The broader trend also remained solid. Retail sales were 6.7% higher than a year earlier, while total sales during the April-June period increased 6.4% from the same period in 2025. Although June's monthly increase represented a moderation from May's strong gain, it extended the run of positive consumer spending and suggested households continue to support economic growth despite tighter financial conditions.

Excluding motor vehicles and parts, sales slipped -0.2% mom, reflecting some moderation in discretionary purchases, while sales excluding gasoline stations rose 0.7%, indicating underlying consumer demand remained resilient even as fuel prices became more volatile.

Economic Data

Indicator Actual Expected Previous
Retail Sales MoM (Jun) 0.2% 0.2% 1.0%
Retail Sales YoY (Jun) 6.7%
Retail Sales (Apr-Jun) YoY 6.4%
Retail Sales ex Autos MoM (Jun) -0.2% 0.0% 1.0%
Retail Sales ex Gasoline MoM (Jun) 0.7% 0.9%

Key Takeaways

  • Headline retail sales rose 0.2% mom, matching expectations and extending consumer spending growth into June.
  • May sales were revised higher to 1.0% from 0.9%, indicating stronger spending momentum entering the second quarter than previously estimated.
  • Retail sales were 6.7% higher than a year earlier, while April-June sales increased 6.4% y/y, pointing to continued resilience in household demand.
  • Sales excluding motor vehicles fell 0.2%, suggesting some moderation in discretionary spending after May's strong gain.
  • Sales excluding gasoline stations rose 0.7%, indicating underlying consumer demand remained healthy despite volatility in fuel prices.

Full US retail sales release here.

US Initial Jobless Claims Decline to 208k as Labor Market Holds Firm

Initial jobless claims fell more than expected last week, suggesting the US labor market remains resilient despite moderation in economic activity elsewhere. The Labor Department reported that seasonally adjusted initial claims declined by -8,000 to 208,000 in the week ended July 11, below market expectations of 218,000. The previous week's figure was revised up slightly to 216,000, while the four-week moving average fell by -4,750 to 214,250, indicating that layoffs remain historically subdued rather than reflecting week-to-week volatility.

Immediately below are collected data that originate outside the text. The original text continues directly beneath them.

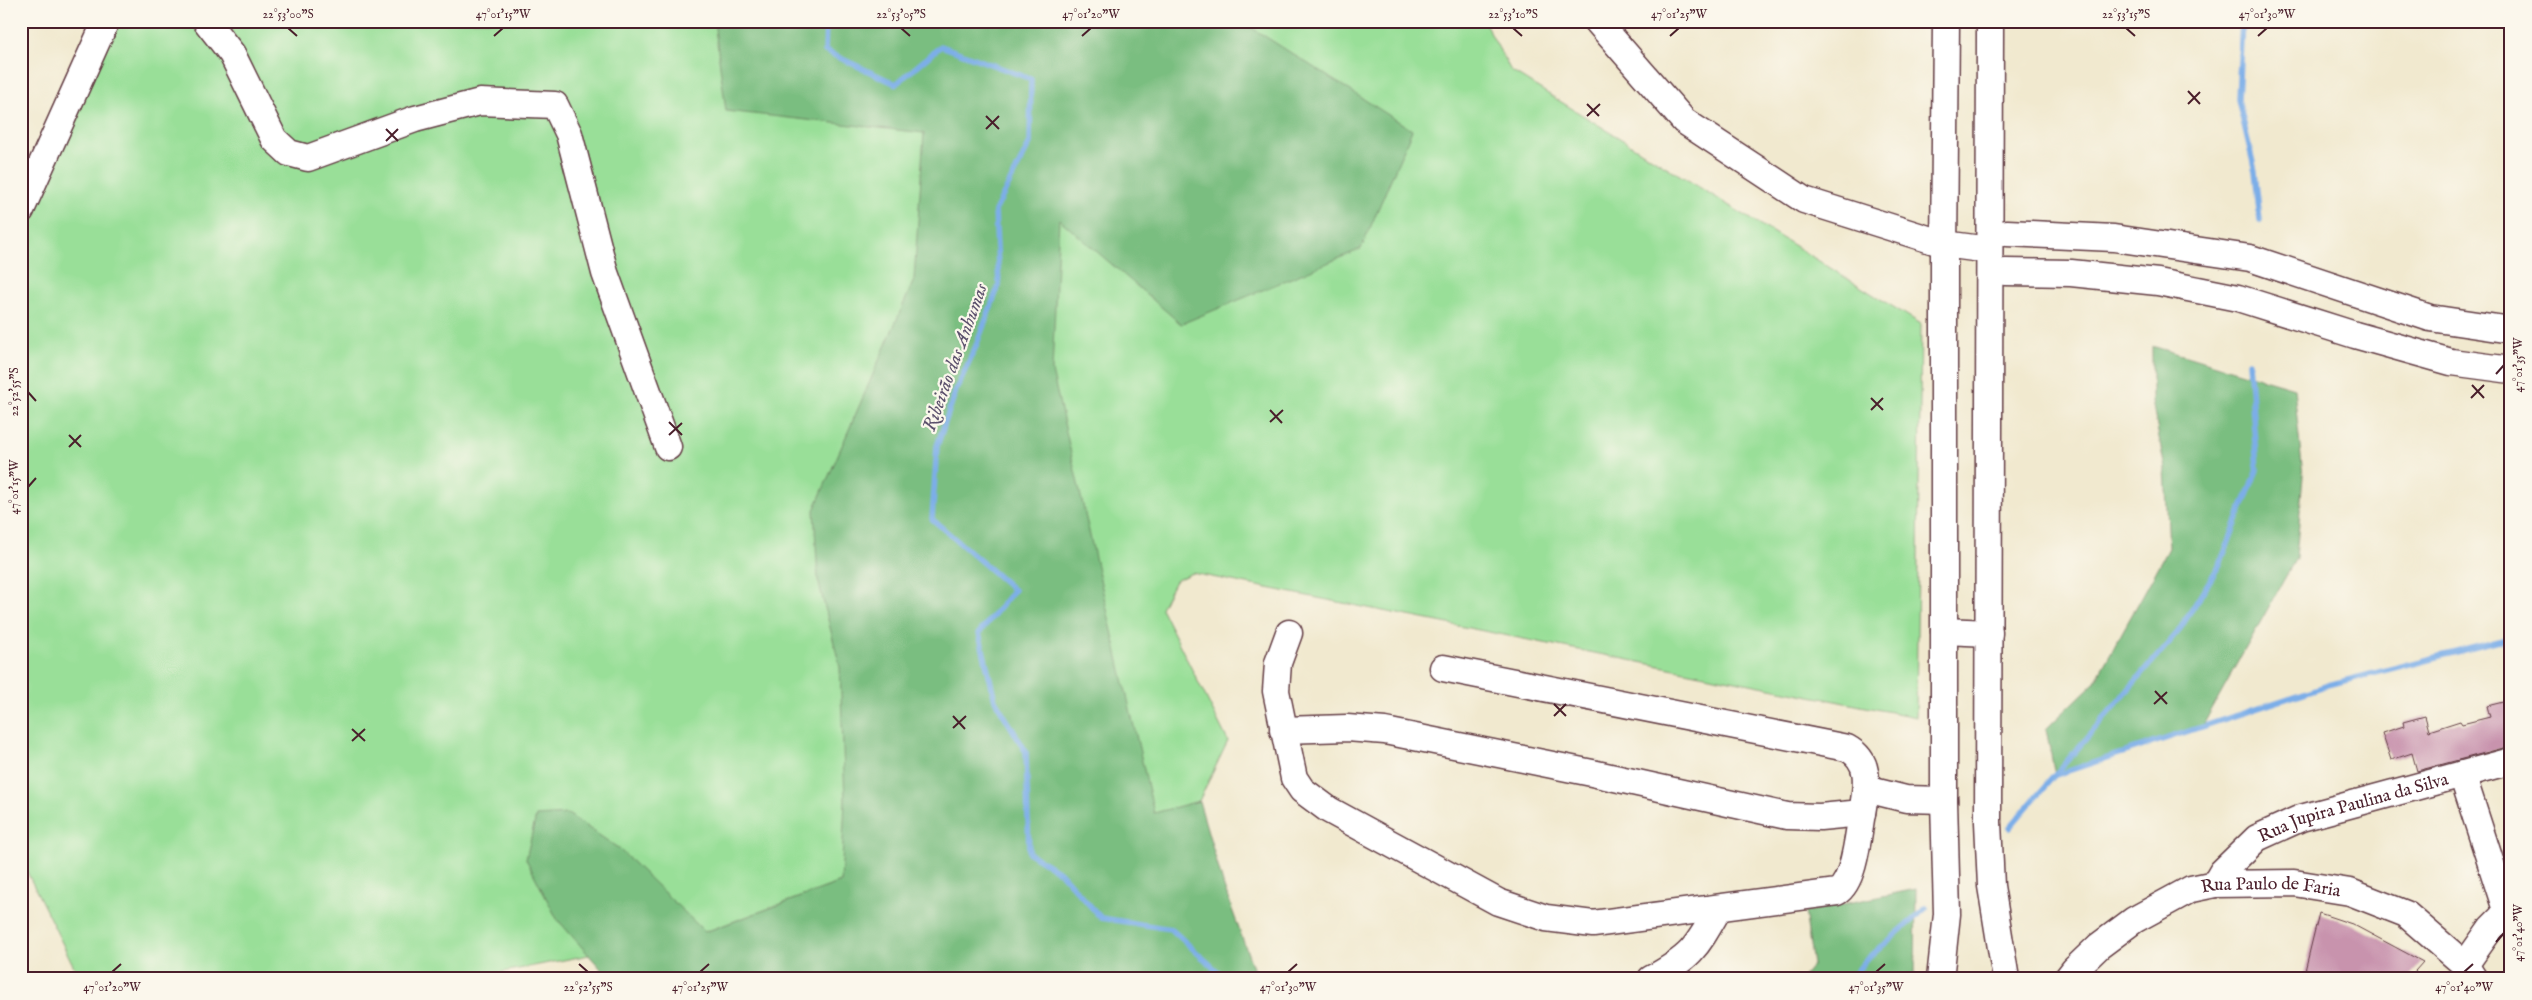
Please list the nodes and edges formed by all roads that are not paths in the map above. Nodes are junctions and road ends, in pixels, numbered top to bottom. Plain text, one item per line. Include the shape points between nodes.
1 (106, 21) edge
2 (206, 21) edge
3 (1597, 21) edge
4 (1946, 21) edge
5 (1990, 21) edge
6 (21, 210) edge
7 (2055, 235) junction
8 (1998, 241) junction
9 (1944, 244) junction
10 (2005, 272) dead end
11 (2059, 273) junction
12 (2511, 330) edge
13 (2511, 370) edge
14 (668, 446) dead end
15 (1944, 631) junction
16 (1289, 633) dead end
17 (1988, 633) junction
18 (1443, 668) dead end
19 (1283, 730) junction
20 (2511, 761) edge
21 (2462, 774) junction
22 (1944, 800) junction
23 (1864, 801) junction
24 (2215, 884) junction
25 (1719, 908) junction
26 (2508, 909) edge
27 (2470, 972) edge
28 (1651, 979) edge
29 (1940, 979) edge
30 (2006, 979) edge
31 (2067, 979) edge

1 - 6 street
2 - 14 street via 232,54 274,140 289,153 308,158 415,119 480,102 555,105 569,134 605,273
3 - 9 street via 1684,121 1804,200
4 - 9 street
5 - 8 street
7 - 8 street
7 - 11 street
7 - 12 street via 2114,238 2250,258 2430,318
8 - 9 street
8 - 17 street
9 - 15 street
10 - 11 street
11 - 13 street via 2158,282 2238,298 2451,362
15 - 17 street
15 - 22 street
16 - 19 street via 1278,663 1276,691
17 - 30 street via 1989,850 1991,886
18 - 23 street via 1847,748 1858,754 1864,766
19 - 23 street via 1346,728 1385,731 1787,816 1820,817
19 - 25 street via 1294,778 1302,790 1329,810 1498,902 1546,918 1593,924
20 - 21 street, Rua Jupira Paulina da Silva
21 - 24 street, Rua Jupira Paulina da Silva via 2301,818 2257,838 2222,872
21 - 26 street
22 - 23 street
22 - 29 street via 1947,914
23 - 25 street via 1850,876 1845,887 1837,892
24 - 27 street, Rua Paulo de Faria via 2294,882 2350,892 2406,914
24 - 31 street, Rua Paulo de Faria via 2191,889 2134,920 2099,946
25 - 28 street via 1696,948 1679,964
26 - 27 street

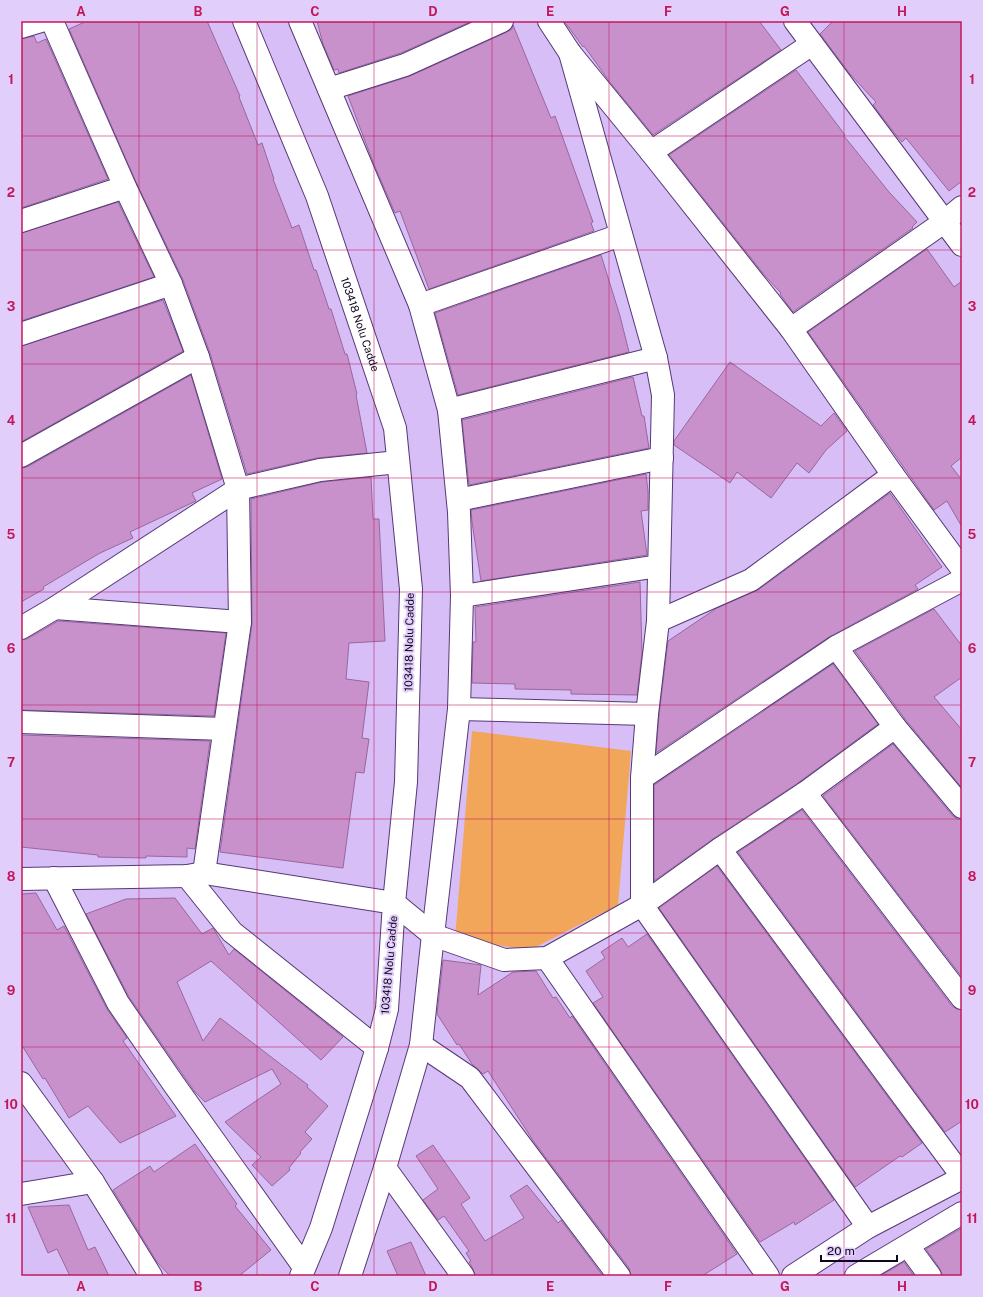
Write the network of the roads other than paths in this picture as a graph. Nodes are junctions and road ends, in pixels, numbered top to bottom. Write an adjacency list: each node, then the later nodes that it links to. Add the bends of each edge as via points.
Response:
1 (41, 21): 8 (street)
2 (52, 21): 13 (street)
3 (244, 21): 28 (street, 103418 Nolu Cadde, via 317,196 395,428)
4 (300, 21): 11 (street)
5 (502, 21): 11 (street, via 405,65)
6 (549, 21): 10 (street)
7 (795, 21): 9 (street)
8 (21, 27)
9 (812, 44): 12 (street); 16 (street)
10 (570, 53): 12 (street); 17 (street)
11 (329, 89): 20 (street)
12 (651, 152): 21 (street)
13 (125, 187): 15 (street); 19 (street)
14 (962, 207): 16 (street)
15 (21, 221)
16 (944, 222): 18 (street); 21 (street)
17 (621, 235): 20 (street); 24 (street)
18 (962, 245)
19 (171, 284): 22 (street); 23 (street)
20 (420, 305): 25 (street)
21 (791, 329): 29 (street)
22 (21, 334)
23 (198, 358): 26 (street); 30 (street)
24 (656, 358): 25 (street); 27 (street, via 663,395)
25 (449, 410): 31 (street)
26 (21, 456)
27 (662, 458): 31 (street); 32 (street)
28 (398, 462): 30 (street, via 320,470); 53 (street, 103418 Nolu Cadde, via 411,589 406,782)
29 (892, 475): 33 (street); 37 (street, via 751,580)
30 (238, 489): 36 (street); 38 (street)
31 (458, 500): 35 (street)
32 (659, 566): 35 (street); 37 (street)
33 (962, 569)
34 (962, 580): 40 (street)
35 (462, 596): 41 (street)
36 (55, 608): 38 (street); 39 (street)
37 (658, 621): 42 (street)
38 (240, 622): 45 (street)
39 (21, 628)
40 (836, 647): 44 (street); 46 (street)
41 (459, 710): 42 (street); 55 (street)
42 (647, 714): 46 (street)
43 (21, 722): 45 (street)
44 (895, 726): 47 (street); 48 (street)
45 (224, 729): 50 (street)
46 (642, 778): 54 (street)
47 (805, 793): 49 (street); 57 (street)
48 (962, 807)
49 (720, 849): 54 (street); 62 (street)
50 (196, 874): 51 (street); 53 (street); 59 (street, via 232,932)
51 (54, 878): 52 (street); 68 (street, via 118,1003)
52 (21, 879)
53 (394, 902): 55 (street); 59 (street, 103418 Nolu Cadde, via 387,1009)
54 (642, 905): 56 (street); 66 (street)
55 (432, 935): 56 (street, via 504,960); 58 (street)
56 (547, 958): 73 (street)
57 (962, 998)
58 (421, 1045): 61 (street); 72 (street, via 470,1078)
59 (377, 1048): 68 (street, 103418 Nolu Cadde, via 321,1228)
60 (21, 1083): 63 (street)
61 (385, 1168): 70 (street); 71 (street)
62 (962, 1177): 66 (street)
63 (93, 1182): 64 (street); 69 (street)
64 (21, 1194)
65 (962, 1213): 67 (street)
66 (868, 1226): 74 (street)
67 (908, 1246): 75 (street); 76 (street)
68 (303, 1271)
69 (151, 1276)
70 (350, 1276)
71 (463, 1276)
72 (619, 1276)
73 (768, 1276)
74 (793, 1276)
75 (856, 1276)
76 (930, 1276)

Continuing claims also pointed to a broadly stable labor market. The number of Americans receiving unemployment benefits fell by -16,000 to 1.805 million in the week ended July 4, while the insured unemployment rate held steady at 1.2%. Although the four-week average of continuing claims edged up slightly to 1.811 million, the increase was marginal and continues to suggest that workers losing jobs are generally able to find new employment without a significant deterioration in labor market conditions.

Economic Data

Indicator Actual Expected Previous
Initial Jobless Claims 208K 218K 216K
4-Week Average (Initial Claims) 214.25K 219.00K
Continuing Claims 1.805M 1.821M
Insured Unemployment Rate 1.2% 1.2%
4-Week Average (Continuing Claims) 1.811M 1.810M

Key Takeaways

  • Initial jobless claims fell to 208K, beating expectations of 218K and marking another sign that layoffs remain subdued.
  • The four-week average declined to 214.25K, reinforcing that the improvement is broader than weekly volatility.
  • Continuing claims fell by -16K to 1.805M, indicating unemployed workers are still finding new jobs without a material deterioration in hiring conditions.
  • The insured unemployment rate held steady at 1.2%, consistent with a labor market that remains fundamentally healthy.
  • Taken together, the data suggest the US labor market is cooling gradually rather than weakening sharply

Full US jobless claims release here.

BoE’s Breeden Says Soft Growth Reduces Need for Rate Hikes

Bank of England Deputy Governor Sarah Breeden suggested that the recent rebound in oil prices is unlikely to trigger persistent inflation, arguing that the UK's weak economic backdrop should prevent higher energy costs from feeding into wages and broader price-setting behaviour. Speaking to Bloomberg TV, Breeden acknowledged that renewed fighting between the United States and Iran has once again clouded the inflation outlook, but indicated that monetary policy does not need to respond unless there is evidence of second-round inflation effects becoming embedded.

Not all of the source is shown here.